▸ Your goal:
Exact copy, no pictures: output each line below as it stands.

Collected data:
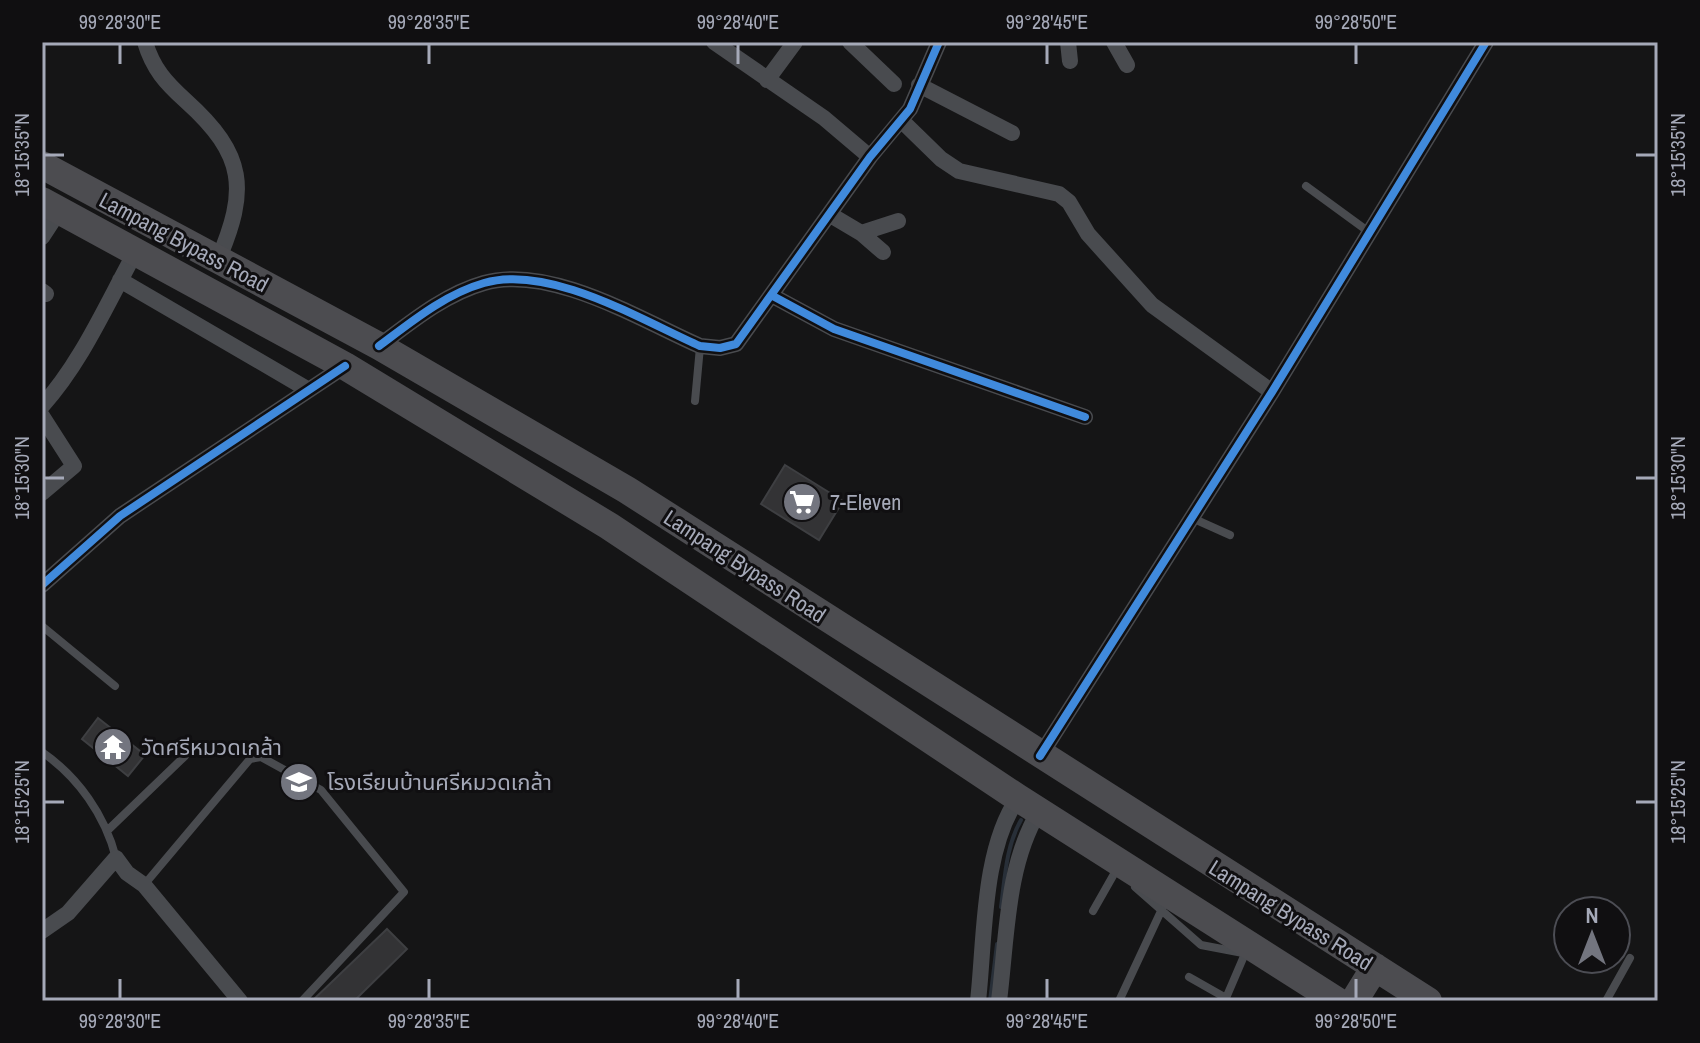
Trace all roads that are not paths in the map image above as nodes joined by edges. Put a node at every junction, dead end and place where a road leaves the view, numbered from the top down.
1 (145, 42) edge
2 (714, 42) edge
3 (795, 42) edge
4 (850, 42) edge
5 (939, 42) edge
6 (1068, 42) edge
7 (1114, 42) edge
8 (1486, 42) edge
9 (1070, 61) dead end
10 (1127, 65) dead end
11 (767, 80) junction
12 (894, 84) dead end
13 (919, 85) junction
14 (901, 120) junction
15 (1012, 133) dead end
16 (870, 157) junction
17 (42, 165) edge
18 (1306, 186) dead end
19 (50, 206) edge
20 (118, 207) junction
21 (829, 214) junction
22 (898, 221) dead end
23 (1369, 232) junction
24 (861, 233) junction
25 (103, 234) junction
26 (42, 237) edge
27 (136, 251) junction
28 (883, 252) dead end
29 (218, 260) junction
30 (120, 280) junction
31 (771, 295) junction
32 (379, 346) junction
33 (700, 346) junction
34 (345, 366) junction
35 (307, 389) junction
36 (1272, 392) junction
37 (695, 401) dead end
38 (42, 406) edge
39 (42, 416) edge
40 (1085, 417) dead end
41 (42, 493) edge
42 (1198, 520) junction
43 (1230, 535) dead end
44 (42, 585) edge
45 (42, 626) edge
46 (115, 686) dead end
47 (188, 741) dead end
48 (42, 752) edge
49 (1040, 756) junction
50 (1029, 805) junction
51 (109, 829) junction
52 (116, 858) junction
53 (1118, 867) junction
54 (144, 885) junction
55 (1166, 903) junction
56 (1093, 911) dead end
57 (42, 931) edge
58 (1247, 949) junction
59 (982, 965) junction
60 (1375, 967) junction
61 (1004, 968) junction
62 (1621, 975) edge
63 (1189, 977) dead end
64 (1228, 999) edge
65 (240, 1001) edge
66 (302, 1001) edge
67 (978, 1001) edge
68 (999, 1001) edge
69 (1119, 1001) edge
70 (1337, 1001) edge
71 (1354, 1001) edge
72 (1428, 1001) edge
73 (1606, 1001) edge

1 - 29 street
2 - 11 street
3 - 11 street
4 - 12 street
5 - 13 street
6 - 9 street
7 - 10 street
8 - 23 street
11 - 16 street
13 - 14 street
13 - 15 street
14 - 16 street
14 - 36 street
16 - 21 street
17 - 20 highway, Lampang Bypass Road
18 - 23 lane
19 - 25 highway, Lampang Bypass Road
19 - 26 street
20 - 25 highway
20 - 29 highway, Lampang Bypass Road
21 - 24 street
21 - 31 street
22 - 24 street
23 - 36 street
24 - 28 street
25 - 27 highway, Lampang Bypass Road
27 - 30 street
27 - 34 highway, Lampang Bypass Road
29 - 32 highway, Lampang Bypass Road
30 - 35 street
30 - 38 street
31 - 33 street
31 - 40 street
32 - 33 street
32 - 49 highway, Lampang Bypass Road
33 - 37 lane
34 - 35 street
34 - 50 highway, Lampang Bypass Road
35 - 44 street
36 - 42 street
39 - 41 street
42 - 43 lane
42 - 49 street
45 - 46 lane
47 - 51 lane
48 - 51 lane
49 - 60 highway, Lampang Bypass Road
50 - 53 highway, Lampang Bypass Road
50 - 59 street
50 - 61 street
51 - 52 lane
52 - 54 street
52 - 57 street
53 - 55 highway, Lampang Bypass Road
53 - 56 lane
54 - 65 street
54 - 66 lane
55 - 58 highway, Lampang Bypass Road
55 - 69 lane
58 - 64 lane
58 - 70 highway, Lampang Bypass Road
59 - 61 street
59 - 67 street
60 - 71 highway
60 - 72 highway, Lampang Bypass Road
61 - 68 street
62 - 73 lane
63 - 64 lane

▸ Answer section:
Trace all roads that are not paths in the map image above as nodes joined by edges. Put a node at every junction, dead end and place where a road leaves the view, numbered from the top down.
1 (145, 42) edge
2 (714, 42) edge
3 (795, 42) edge
4 (850, 42) edge
5 (939, 42) edge
6 (1068, 42) edge
7 (1114, 42) edge
8 (1486, 42) edge
9 (1070, 61) dead end
10 (1127, 65) dead end
11 (767, 80) junction
12 (894, 84) dead end
13 (919, 85) junction
14 (901, 120) junction
15 (1012, 133) dead end
16 (870, 157) junction
17 (42, 165) edge
18 (1306, 186) dead end
19 (50, 206) edge
20 (118, 207) junction
21 (829, 214) junction
22 (898, 221) dead end
23 (1369, 232) junction
24 (861, 233) junction
25 (103, 234) junction
26 (42, 237) edge
27 (136, 251) junction
28 (883, 252) dead end
29 (218, 260) junction
30 (120, 280) junction
31 (771, 295) junction
32 (379, 346) junction
33 (700, 346) junction
34 (345, 366) junction
35 (307, 389) junction
36 (1272, 392) junction
37 (695, 401) dead end
38 (42, 406) edge
39 (42, 416) edge
40 (1085, 417) dead end
41 (42, 493) edge
42 (1198, 520) junction
43 (1230, 535) dead end
44 (42, 585) edge
45 (42, 626) edge
46 (115, 686) dead end
47 (188, 741) dead end
48 (42, 752) edge
49 (1040, 756) junction
50 (1029, 805) junction
51 (109, 829) junction
52 (116, 858) junction
53 (1118, 867) junction
54 (144, 885) junction
55 (1166, 903) junction
56 (1093, 911) dead end
57 (42, 931) edge
58 (1247, 949) junction
59 (982, 965) junction
60 (1375, 967) junction
61 (1004, 968) junction
62 (1621, 975) edge
63 (1189, 977) dead end
64 (1228, 999) edge
65 (240, 1001) edge
66 (302, 1001) edge
67 (978, 1001) edge
68 (999, 1001) edge
69 (1119, 1001) edge
70 (1337, 1001) edge
71 (1354, 1001) edge
72 (1428, 1001) edge
73 (1606, 1001) edge

1 - 29 street
2 - 11 street
3 - 11 street
4 - 12 street
5 - 13 street
6 - 9 street
7 - 10 street
8 - 23 street
11 - 16 street
13 - 14 street
13 - 15 street
14 - 16 street
14 - 36 street
16 - 21 street
17 - 20 highway, Lampang Bypass Road
18 - 23 lane
19 - 25 highway, Lampang Bypass Road
19 - 26 street
20 - 25 highway
20 - 29 highway, Lampang Bypass Road
21 - 24 street
21 - 31 street
22 - 24 street
23 - 36 street
24 - 28 street
25 - 27 highway, Lampang Bypass Road
27 - 30 street
27 - 34 highway, Lampang Bypass Road
29 - 32 highway, Lampang Bypass Road
30 - 35 street
30 - 38 street
31 - 33 street
31 - 40 street
32 - 33 street
32 - 49 highway, Lampang Bypass Road
33 - 37 lane
34 - 35 street
34 - 50 highway, Lampang Bypass Road
35 - 44 street
36 - 42 street
39 - 41 street
42 - 43 lane
42 - 49 street
45 - 46 lane
47 - 51 lane
48 - 51 lane
49 - 60 highway, Lampang Bypass Road
50 - 53 highway, Lampang Bypass Road
50 - 59 street
50 - 61 street
51 - 52 lane
52 - 54 street
52 - 57 street
53 - 55 highway, Lampang Bypass Road
53 - 56 lane
54 - 65 street
54 - 66 lane
55 - 58 highway, Lampang Bypass Road
55 - 69 lane
58 - 64 lane
58 - 70 highway, Lampang Bypass Road
59 - 61 street
59 - 67 street
60 - 71 highway
60 - 72 highway, Lampang Bypass Road
61 - 68 street
62 - 73 lane
63 - 64 lane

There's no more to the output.